Pas de pénurie immédiate, mais des stocks qui se déplacent

À court terme, il ne manque pas encore de cuivre raffiné sur le marché mondial. Mais la question n’est pas seulement celle de la quantité totale disponible : elle est aussi celle de l’endroit où se trouvent les stocks et de la capacité à les faire circuler. C’est précisément là que la situation se complique. Depuis plusieurs mois, Donald Trump envisage d’imposer des droits de douane sur le cuivre raffiné importé aux États-Unis. Cette perspective a déclenché une véritable course aux stocks de la part des opérateurs, désireux de faire entrer le métal sur le territoire américain avant qu’une éventuelle taxe ne renchérisse ces importations.

Le résultat est saisissant : en juillet, plus de 220.000 tonnes de cuivre ont afflué vers les États-Unis, un record mensuel.

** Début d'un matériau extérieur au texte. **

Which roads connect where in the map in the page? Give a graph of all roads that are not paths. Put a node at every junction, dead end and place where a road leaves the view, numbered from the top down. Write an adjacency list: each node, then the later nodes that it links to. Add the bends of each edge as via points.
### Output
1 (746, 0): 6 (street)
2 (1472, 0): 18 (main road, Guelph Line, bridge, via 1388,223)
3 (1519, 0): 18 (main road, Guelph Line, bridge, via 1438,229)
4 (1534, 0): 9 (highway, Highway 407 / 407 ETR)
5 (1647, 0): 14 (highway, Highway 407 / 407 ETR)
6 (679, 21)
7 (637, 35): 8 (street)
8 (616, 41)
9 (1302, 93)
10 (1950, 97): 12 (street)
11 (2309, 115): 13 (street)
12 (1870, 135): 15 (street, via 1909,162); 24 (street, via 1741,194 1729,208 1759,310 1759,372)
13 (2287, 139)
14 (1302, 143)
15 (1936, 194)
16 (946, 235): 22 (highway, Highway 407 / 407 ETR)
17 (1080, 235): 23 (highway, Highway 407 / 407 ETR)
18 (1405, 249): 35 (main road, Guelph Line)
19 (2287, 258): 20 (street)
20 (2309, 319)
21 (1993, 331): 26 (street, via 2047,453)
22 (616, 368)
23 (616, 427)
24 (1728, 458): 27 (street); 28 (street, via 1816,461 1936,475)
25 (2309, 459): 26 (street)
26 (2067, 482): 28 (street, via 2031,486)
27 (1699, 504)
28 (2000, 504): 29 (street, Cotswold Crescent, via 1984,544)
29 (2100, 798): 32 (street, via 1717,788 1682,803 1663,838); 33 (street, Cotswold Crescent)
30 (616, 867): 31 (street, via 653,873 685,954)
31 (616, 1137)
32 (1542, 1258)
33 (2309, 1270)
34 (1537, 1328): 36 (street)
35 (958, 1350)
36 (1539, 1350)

Début septembre, les stocks du Comex — la principale place américaine pour les contrats sur le cuivre — atteignaient environ 680.000 tonnes, soit huit fois plus qu’au début de l’année 2025. Le cuivre ne disparaît donc pas : il se concentre aux États-Unis, tandis que les stocks disponibles ailleurs, notamment à Londres, se raréfient. Et c’est cette raréfaction relative qui tire les prix vers le haut.

La "prime tarifaire" : quand les anticipations font le prix

Les marchés financiers n’attendent pas les décisions pour réagir : ils les anticipent. Le prix du cuivre avait ainsi largement intégré l’hypothèse de droits de douane américains, créant ce que les opérateurs appellent une "prime tarifaire". Mais jeudi, l’agence Reuters a rapporté que la Maison-Blanche n’avait toujours pas tranché. Immédiatement, une partie de cette prime s’est évaporée, entraînant un recul de plus de 3% du cours en une seule séance — illustrant à quel point le prix du cuivre est aujourd’hui suspendu aux décisions commerciales de Washington autant qu’aux fondamentaux du marché.

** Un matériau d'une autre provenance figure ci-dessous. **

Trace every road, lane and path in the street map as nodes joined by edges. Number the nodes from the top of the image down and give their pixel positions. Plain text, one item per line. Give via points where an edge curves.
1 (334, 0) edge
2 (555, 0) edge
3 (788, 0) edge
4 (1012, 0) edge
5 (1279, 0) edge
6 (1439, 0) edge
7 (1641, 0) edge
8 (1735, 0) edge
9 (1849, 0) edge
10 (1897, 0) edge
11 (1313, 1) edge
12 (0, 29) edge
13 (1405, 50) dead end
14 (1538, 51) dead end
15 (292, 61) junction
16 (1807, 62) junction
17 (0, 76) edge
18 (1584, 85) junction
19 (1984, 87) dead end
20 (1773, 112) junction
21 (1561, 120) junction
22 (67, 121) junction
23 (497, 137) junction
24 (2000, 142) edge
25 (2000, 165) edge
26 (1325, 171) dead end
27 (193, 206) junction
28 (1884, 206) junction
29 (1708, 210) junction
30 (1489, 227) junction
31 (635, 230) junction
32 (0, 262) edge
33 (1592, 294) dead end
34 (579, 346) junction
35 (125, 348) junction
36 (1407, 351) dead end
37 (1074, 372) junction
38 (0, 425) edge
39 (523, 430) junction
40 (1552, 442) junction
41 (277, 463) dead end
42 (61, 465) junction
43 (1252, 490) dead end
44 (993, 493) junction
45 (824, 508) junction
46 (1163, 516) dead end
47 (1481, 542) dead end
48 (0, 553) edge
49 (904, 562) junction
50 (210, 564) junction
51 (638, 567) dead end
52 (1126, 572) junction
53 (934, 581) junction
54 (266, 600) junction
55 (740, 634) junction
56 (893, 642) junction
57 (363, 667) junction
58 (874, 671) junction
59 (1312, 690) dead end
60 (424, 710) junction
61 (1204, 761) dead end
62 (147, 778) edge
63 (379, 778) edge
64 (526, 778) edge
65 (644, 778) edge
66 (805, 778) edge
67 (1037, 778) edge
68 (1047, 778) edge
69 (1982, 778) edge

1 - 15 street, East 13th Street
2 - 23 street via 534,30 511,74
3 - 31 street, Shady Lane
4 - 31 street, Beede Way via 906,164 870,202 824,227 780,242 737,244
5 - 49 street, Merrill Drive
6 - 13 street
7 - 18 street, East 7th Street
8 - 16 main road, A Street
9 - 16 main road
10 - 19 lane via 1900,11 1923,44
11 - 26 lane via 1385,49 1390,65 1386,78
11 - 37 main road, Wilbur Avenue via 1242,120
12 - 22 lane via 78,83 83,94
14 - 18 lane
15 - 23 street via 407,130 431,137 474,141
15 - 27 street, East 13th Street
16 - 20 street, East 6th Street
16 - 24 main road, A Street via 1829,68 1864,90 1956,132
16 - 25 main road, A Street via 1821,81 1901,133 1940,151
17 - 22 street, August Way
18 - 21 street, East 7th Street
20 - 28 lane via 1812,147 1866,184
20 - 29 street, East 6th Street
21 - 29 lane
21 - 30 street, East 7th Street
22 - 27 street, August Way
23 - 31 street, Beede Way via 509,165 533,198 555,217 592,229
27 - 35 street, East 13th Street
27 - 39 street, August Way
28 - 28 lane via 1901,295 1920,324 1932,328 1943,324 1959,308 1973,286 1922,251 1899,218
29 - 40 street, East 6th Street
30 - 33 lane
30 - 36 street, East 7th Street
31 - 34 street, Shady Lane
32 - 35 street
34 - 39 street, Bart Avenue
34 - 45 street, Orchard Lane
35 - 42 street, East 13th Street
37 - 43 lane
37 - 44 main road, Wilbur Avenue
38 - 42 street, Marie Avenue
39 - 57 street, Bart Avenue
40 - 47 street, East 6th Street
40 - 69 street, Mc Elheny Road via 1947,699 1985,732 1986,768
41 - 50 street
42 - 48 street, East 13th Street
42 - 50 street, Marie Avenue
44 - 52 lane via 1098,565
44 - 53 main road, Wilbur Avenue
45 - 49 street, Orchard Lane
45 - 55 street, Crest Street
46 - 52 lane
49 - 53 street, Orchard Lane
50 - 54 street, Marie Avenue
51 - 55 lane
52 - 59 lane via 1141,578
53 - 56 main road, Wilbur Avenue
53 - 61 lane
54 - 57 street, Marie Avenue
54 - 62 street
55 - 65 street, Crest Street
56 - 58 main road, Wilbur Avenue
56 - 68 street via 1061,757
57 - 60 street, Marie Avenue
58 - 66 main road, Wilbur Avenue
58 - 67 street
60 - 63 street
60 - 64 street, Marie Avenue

Le prix du cuivre se trouve donc pris en étau entre deux temporalités : des tensions structurelles de long terme liées aux limites de la production minière, et des turbulences de court terme dictées par la politique commerciale américaine. Une instabilité qui a des conséquences bien concrètes : ces prix records alimentent également une hausse des vols de câbles, phénomène déjà préoccupant dans de nombreux pays européens.